Sosok yang berada di sampingnya tentu panik. Azriel sudah menduga jika Jose akan masuk angin atau terkena flu akibat diguyur oleh Aby kemarin.

“Termo yang itu,” ujar Aby pada lelaki misterius lain yang belum Jose ketahui namanya.

Melihat Aby berjalan mendekat, Jose semakin mendramatisir suasana. Suara batuknya semakin kencang.

“Uhuk, uhuk. Kayaknya gua demam gara-gara kemarin—“

Bunyi dari termometer yang ditempelkan di telinga terdengar. Jose lantas mengejapkan mata ketika Aby menunjukkan suhu tubuhnya.

36.8

Ekspresi datar yang diberikan Aby diinterpretasikan sebagai cemoohan oleh Jose.

“Lu sakit jiwa kali.”

Jika Jose mencium bibir Aby, mungkin bibir tipis yang terlihat seksi itu akan terasa pedas.

“Sembarangan!” seru Azriel sebagai suporter Jose.

Wajah Jose yang masih belum bertemu dengan air segar tertekuk. Suasana hatinya benar-benar buruk. Ia kembali menatap ayam yang masih tak bergeming di tempat, pandangan matanya tak terlepas dari Jose.

“Ini namanya siapa?” tanya Jose pada Azriel, tak menghiraukan Aby yang kembali sibuk dengan Elizabeth.

“Semua nama ayam di sini dinamain Bella.”

“Emang ada berapa biji ayamnya?”

“Banyak, mungkin 20? Lebih? 30?” Azriel terlihat menghitung 10 jarinya.

“Gimana cara ngebedain Bella satu sama Bella dua?”

Ada jeda, sebelum Azriel menjawab. “Dari kelakuannya. Ada yang introvert, ada yang suka terbang, oh! ini yang paling nyebelin. Bella Pacok namanya. Dia suka matuk kaki orang sebarangan.”

Jose mengangguk paham. Semoga ia tak dipertemukan dengan Bella Pacok. Ia tak ingin kakinya menjadi korban patuk ayam.

“Bella Pacok itu ciri-cirinya gimana?” Jose bertanya dengan manik mata yang mengamati ayam di hadapannya.

Kerutan tipis hadir di kening Jose tatkala melihat ayam tersebut melangkah mendekat.

“Dia suka ngelihatin orang yang mau dia patuk, terus gak lama nyamperin.”

Lagi-lagi Jose mengangguk, netranya masih terfokus pada seekor ayam.

“Terus abis gitu tuk matuk deh dia.”

Tak lama, teriakan Jose yang nyaring menggelegar. Berhasil mengusir burung-burung kecil yang berada di pohon.


Buruk sekali. Hari Jose benar-benar buruk hingga ia ingin pulang detik itu juga. Kakinya berdarah akibat ayam sialan yang tiba-tiba mematuk. Walau darah yang keluar hanya setitik.

Amarah yang mengebu-ngebu membuat Jose memiliki niat untuk memanggang Bella Pacok setelah lukanya sembuh.

“Cuman gini doang nangis.”

“Cuman?!” sungut Jose pada Aby yang tengah menempelkan plester di kakinya.

“Lu gak ada hak bilang ’cuman’ ke gua! Lagian gua gak nangis!”

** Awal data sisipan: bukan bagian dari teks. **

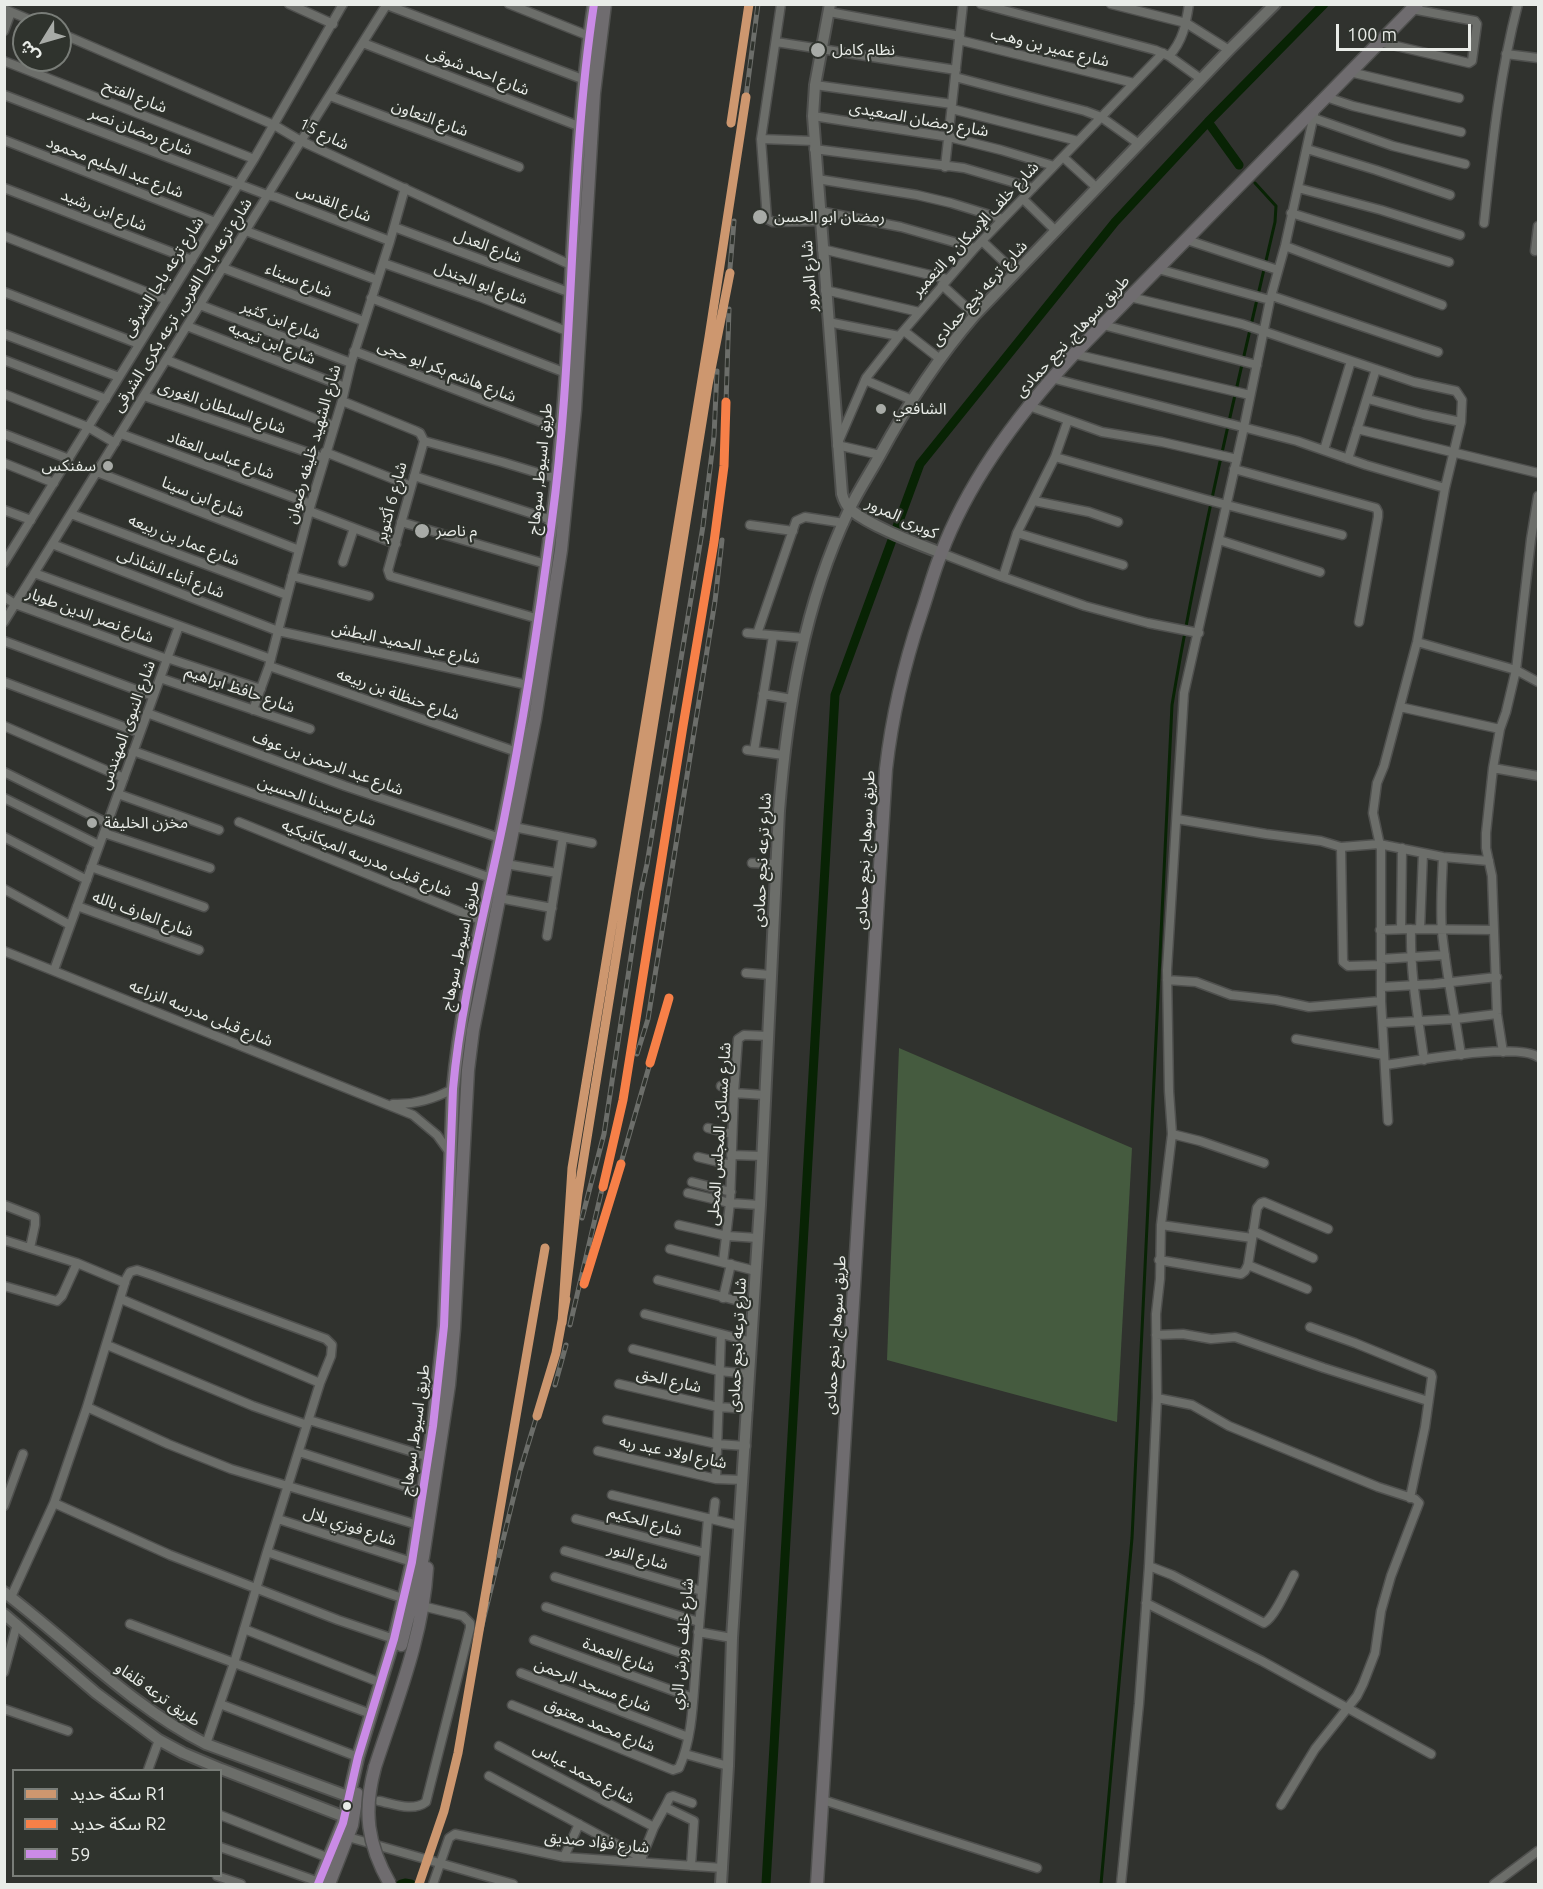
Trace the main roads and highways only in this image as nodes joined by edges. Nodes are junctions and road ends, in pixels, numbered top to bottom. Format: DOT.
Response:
graph roads {
  1 [pos="594,4"];
  2 [pos="605,4"];
  3 [pos="1414,7"];
  4 [pos="583,174"];
  5 [pos="555,549"];
  6 [pos="453,1089"];
  7 [pos="467,1090"];
  8 [pos="425,1518"];
  9 [pos="322,1884"];
  10 [pos="390,1884"];
  11 [pos="817,1884"];
  1 -- 4 [label="main road, طريق اسيوط, سوهاج"];
  2 -- 4 [label="main road, طريق اسيوط, سوهاج"];
  3 -- 11 [label="main road, طريق سوهاج, نجع حمادى"];
  4 -- 5 [label="main road, طريق اسيوط, سوهاج"];
  4 -- 5 [label="main road, طريق اسيوط, سوهاج"];
  5 -- 6 [label="main road, طريق اسيوط, سوهاج"];
  5 -- 7 [label="main road, طريق اسيوط, سوهاج"];
  6 -- 7 [label="main road"];
  6 -- 8 [label="main road, طريق اسيوط, سوهاج"];
  7 -- 8 [label="main road, طريق اسيوط, سوهاج"];
  8 -- 9 [label="main road, طريق اسيوط, سوهاج"];
  8 -- 9 [label="main road, طريق اسيوط, سوهاج"];
  8 -- 10 [label="main road, bridge"];
}
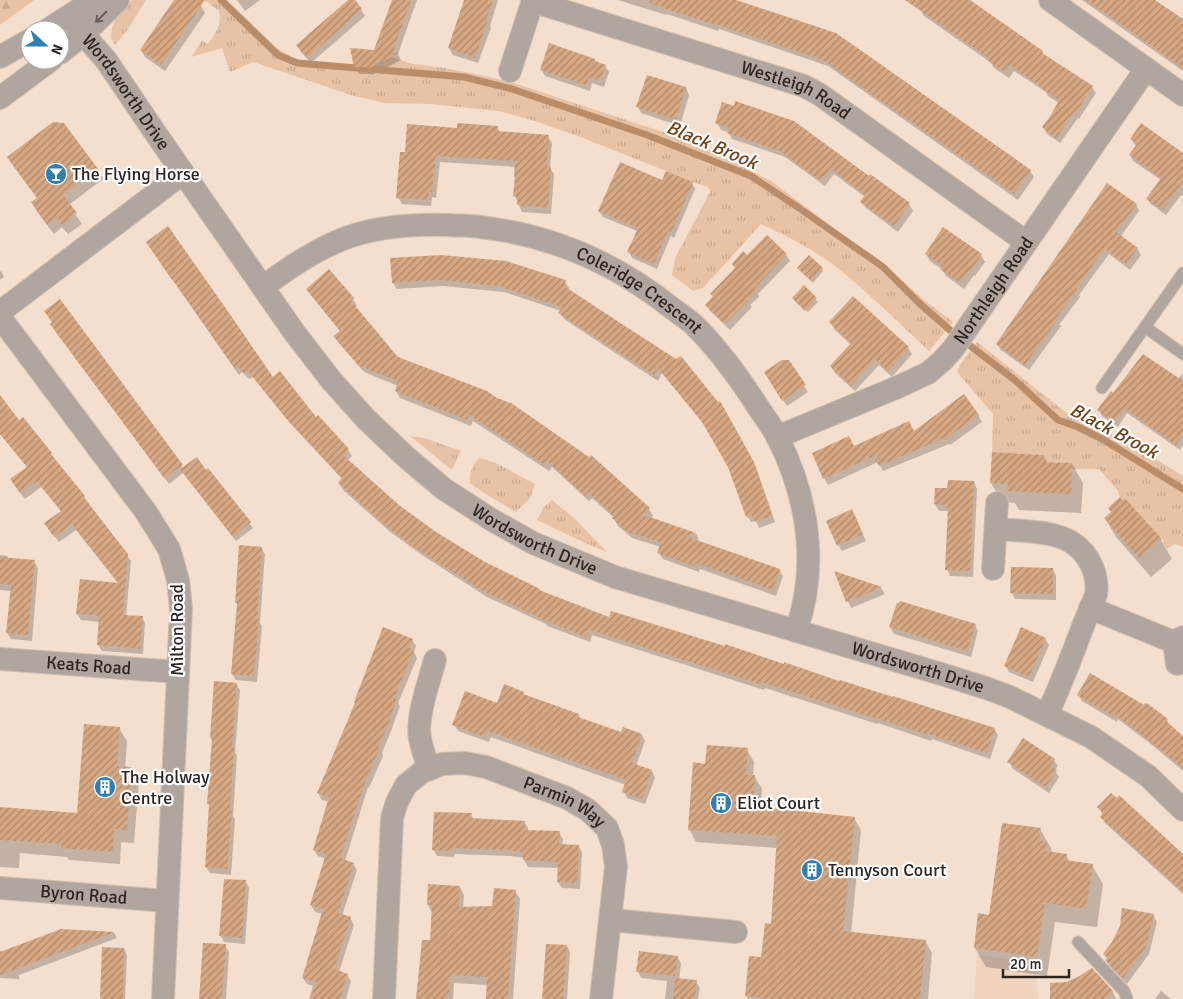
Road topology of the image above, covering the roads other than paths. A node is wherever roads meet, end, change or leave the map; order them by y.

Kini, Jose berada di dalam kamarnya. Duduk di pinggiran kasur. Sedangkan Aby, berjongkok tepat di hadapan Jose. Jika saja Jose tidak kesal, ia mungkin tengah berteriak kegirangan saat ini akibat posisi mereka yang terlihat seperti Jose sedang dilamar oleh Aby.

Bibir Jose mengerucut. Dalam benaknya, ia sudah merencakan aksi pembunuhan ayam bernama Bella itu. Lihat saja pembalasannya.

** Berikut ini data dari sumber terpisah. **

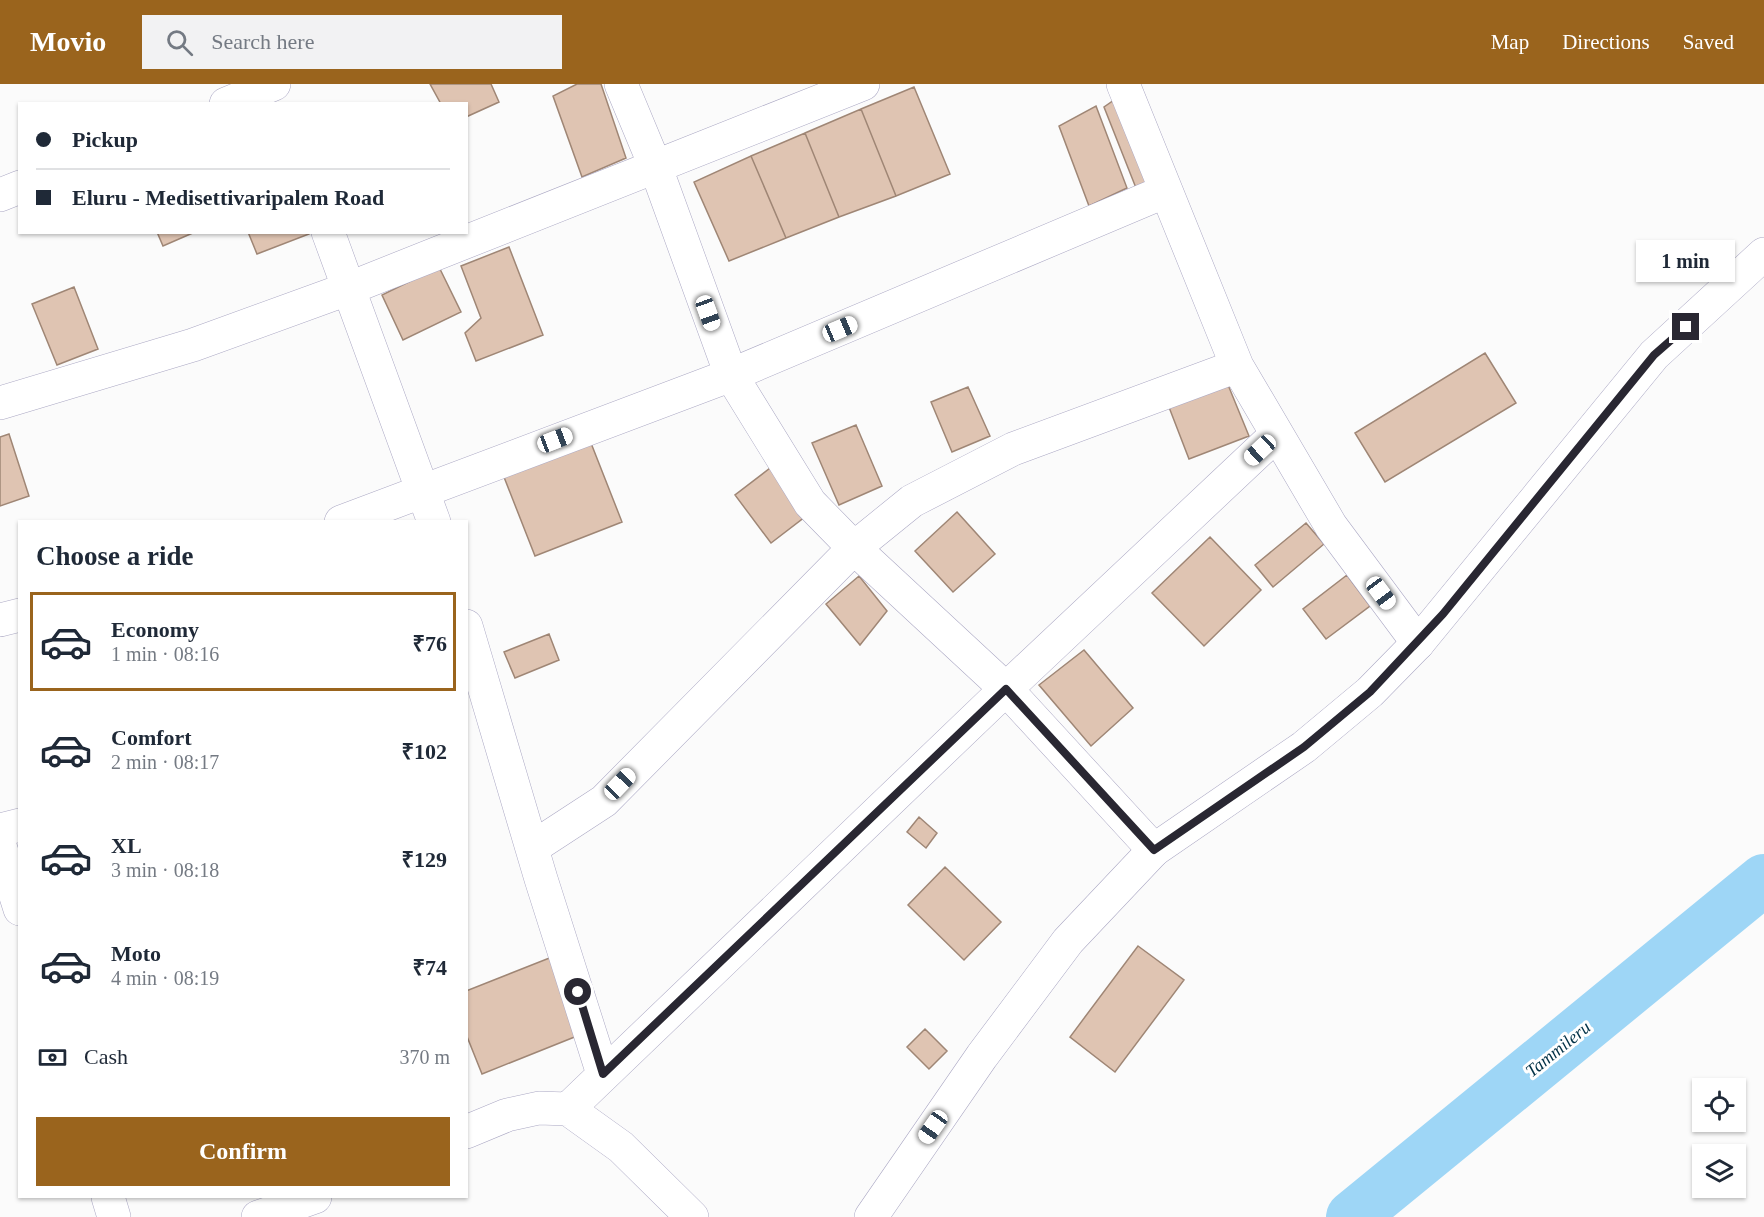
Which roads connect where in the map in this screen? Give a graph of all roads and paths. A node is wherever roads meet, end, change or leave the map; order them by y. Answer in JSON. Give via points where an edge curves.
{"nodes":[{"id":1,"x":621,"y":84,"type":"edge"},
{"id":2,"x":863,"y":84,"type":"edge"},
{"id":3,"x":1123,"y":84,"type":"edge"},
{"id":4,"x":272,"y":89,"type":"edge"},
{"id":5,"x":232,"y":102,"type":"edge"},
{"id":6,"x":656,"y":168,"type":"junction"},
{"id":7,"x":18,"y":188,"type":"edge"},
{"id":8,"x":1166,"y":191,"type":"junction"},
{"id":9,"x":0,"y":195,"type":"edge"},
{"id":10,"x":329,"y":234,"type":"edge"},
{"id":11,"x":1764,"y":254,"type":"edge"},
{"id":12,"x":350,"y":288,"type":"junction"},
{"id":13,"x":1237,"y":366,"type":"junction"},
{"id":14,"x":731,"y":375,"type":"junction"},
{"id":15,"x":0,"y":403,"type":"edge"},
{"id":16,"x":1277,"y":435,"type":"junction"},
{"id":17,"x":423,"y":489,"type":"junction"},
{"id":18,"x":346,"y":520,"type":"edge"},
{"id":19,"x":433,"y":520,"type":"edge"},
{"id":20,"x":854,"y":548,"type":"junction"},
{"id":21,"x":18,"y":616,"type":"edge"},
{"id":22,"x":0,"y":620,"type":"edge"},
{"id":23,"x":468,"y":639,"type":"edge"},
{"id":24,"x":1418,"y":643,"type":"junction"},
{"id":25,"x":475,"y":683,"type":"edge"},
{"id":26,"x":1006,"y":689,"type":"junction"},
{"id":27,"x":18,"y":826,"type":"edge"},
{"id":28,"x":0,"y":830,"type":"edge"},
{"id":29,"x":0,"y":846,"type":"edge"},
{"id":30,"x":532,"y":848,"type":"junction"},
{"id":31,"x":1154,"y":850,"type":"junction"},
{"id":32,"x":18,"y":903,"type":"edge"},
{"id":33,"x":603,"y":1074,"type":"junction"},
{"id":34,"x":568,"y":1108,"type":"junction"},
{"id":35,"x":468,"y":1131,"type":"edge"},
{"id":36,"x":108,"y":1198,"type":"edge"},
{"id":37,"x":312,"y":1198,"type":"edge"},
{"id":38,"x":114,"y":1217,"type":"edge"},
{"id":39,"x":258,"y":1217,"type":"edge"},
{"id":40,"x":692,"y":1217,"type":"edge"},
{"id":41,"x":871,"y":1217,"type":"edge"}],
"edges":[{"from":1,"to":6,"type":"street"},
{"from":2,"to":6,"type":"street"},
{"from":3,"to":8,"type":"street"},
{"from":4,"to":5,"type":"street"},
{"from":6,"to":12,"type":"street"},
{"from":6,"to":14,"type":"street"},
{"from":7,"to":9,"type":"street"},
{"from":8,"to":13,"type":"street"},
{"from":8,"to":14,"type":"street"},
{"from":10,"to":12,"type":"street"},
{"from":11,"to":24,"type":"street","via":[[1654,355]]},
{"from":12,"to":15,"type":"street","via":[[194,345]]},
{"from":12,"to":17,"type":"street"},
{"from":13,"to":16,"type":"street"},
{"from":13,"to":20,"type":"street","via":[[1013,449],[912,501]]},
{"from":14,"to":17,"type":"street"},
{"from":14,"to":20,"type":"street","via":[[810,503]]},
{"from":16,"to":24,"type":"street","via":[[1331,526]]},
{"from":16,"to":26,"type":"street"},
{"from":17,"to":18,"type":"street"},
{"from":17,"to":19,"type":"street"},
{"from":20,"to":26,"type":"street"},
{"from":20,"to":30,"type":"street","via":[[604,801]]},
{"from":21,"to":22,"type":"street"},
{"from":23,"to":25,"type":"street"},
{"from":24,"to":31,"type":"street","via":[[1370,692],[1304,747]]},
{"from":25,"to":30,"type":"street"},
{"from":26,"to":31,"type":"street"},
{"from":26,"to":33,"type":"street"},
{"from":27,"to":28,"type":"street"},
{"from":29,"to":32,"type":"street"},
{"from":30,"to":33,"type":"street"},
{"from":31,"to":41,"type":"street","via":[[1068,941],[982,1056]]},
{"from":33,"to":34,"type":"street"},
{"from":34,"to":35,"type":"street","via":[[539,1108],[507,1115]]},
{"from":34,"to":40,"type":"street","via":[[621,1147]]},
{"from":36,"to":38,"type":"street"},
{"from":37,"to":39,"type":"street"}]}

Sepasang netra yang memancarkan amarah membulat tatkala melihat Aby yang berancang pergi.

“Tunggu!” seru Jose, meski ia sendiri tidak tahu ingin berkata apa pada Aby.

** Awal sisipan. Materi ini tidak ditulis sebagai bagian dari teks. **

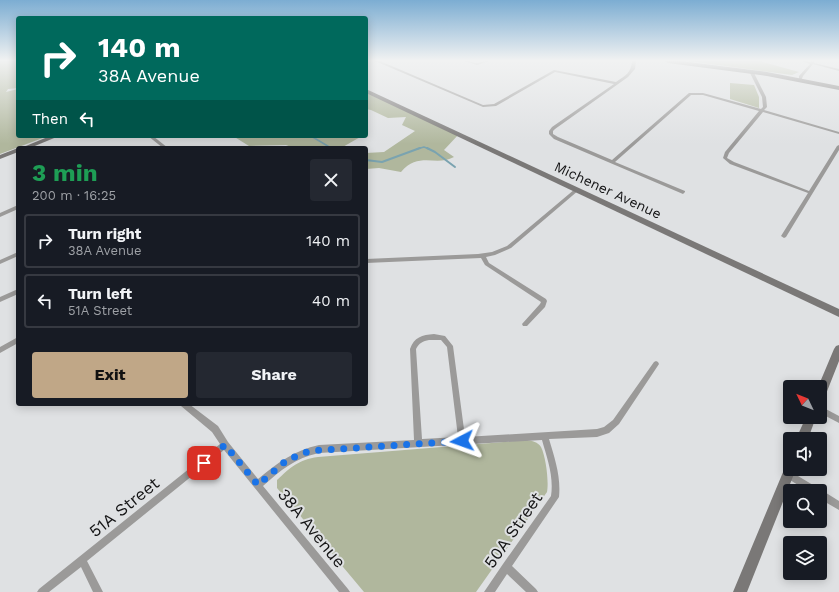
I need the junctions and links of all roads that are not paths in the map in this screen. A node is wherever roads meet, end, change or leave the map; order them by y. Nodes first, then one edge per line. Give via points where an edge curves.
1 (440, 89) edge
2 (523, 89) edge
3 (608, 89) edge
4 (760, 89) edge
5 (368, 92) edge
6 (763, 111) junction
7 (839, 133) edge
8 (51, 138) edge
9 (153, 138) edge
10 (29, 146) edge
11 (163, 146) edge
12 (839, 146) edge
13 (16, 151) edge
14 (0, 157) edge
15 (612, 162) junction
16 (577, 190) junction
17 (683, 192) dead end
18 (811, 193) junction
19 (16, 208) edge
20 (0, 215) edge
21 (784, 236) dead end
22 (16, 255) edge
23 (482, 256) junction
24 (368, 261) edge
25 (0, 262) edge
26 (16, 292) edge
27 (0, 300) edge
28 (839, 313) edge
29 (525, 324) dead end
30 (16, 341) edge
31 (839, 349) edge
32 (0, 350) edge
33 (656, 364) dead end
34 (826, 380) edge
35 (186, 406) edge
36 (827, 413) edge
37 (839, 420) edge
38 (545, 437) junction
39 (462, 441) junction
40 (418, 444) junction
41 (225, 445) junction
42 (787, 476) edge
43 (796, 476) edge
44 (806, 484) edge
45 (258, 485) junction
46 (827, 498) edge
47 (839, 506) edge
48 (82, 560) junction
49 (506, 567) junction
50 (42, 592) edge
51 (98, 592) edge
52 (345, 592) edge
53 (489, 592) edge
54 (533, 592) edge
55 (740, 592) edge

1 - 2 street via 487,107
3 - 15 street via 550,132 556,138
4 - 6 street via 766,104
5 - 16 street, Michener Avenue
6 - 7 street
6 - 15 street via 703,94 691,94
6 - 18 street via 725,158
8 - 10 street
9 - 11 street
12 - 18 street
13 - 14 street
15 - 17 street
16 - 23 street via 509,247
16 - 28 street, Michener Avenue
18 - 21 street
19 - 20 street
22 - 25 street
23 - 24 street
23 - 29 street via 487,264 544,301 544,305
26 - 27 street
30 - 32 street
31 - 34 street
33 - 38 street via 616,422 606,430
35 - 41 street, 38A Avenue via 215,429
36 - 37 street
38 - 39 street
38 - 49 street, 50A Street via 556,479 555,497
39 - 40 street
39 - 40 street via 450,346 443,338 424,338 417,342 413,349
40 - 45 street via 309,451 287,460
41 - 45 street, 38A Avenue
41 - 48 street, 51A Street
42 - 55 street
43 - 44 street
45 - 52 street, 38A Avenue
46 - 47 street
48 - 50 street, 51A Street
48 - 51 street
49 - 53 street, 50A Street
49 - 54 street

Jose hanya ingin sedikit lebih lama berdua bersama Aby.

“Kenapa?”

Benak Jose mendadak kosong, tepat ketika Aby menatapnya. Jose dapat merasakan dadanya menjadi sesak akibat detak jantung yang menggila.

“Minta nomor Azriel.”

Tak ada yang dapat Jose pikirkan selain kalimat yang baru saja terucap dari mulutnya.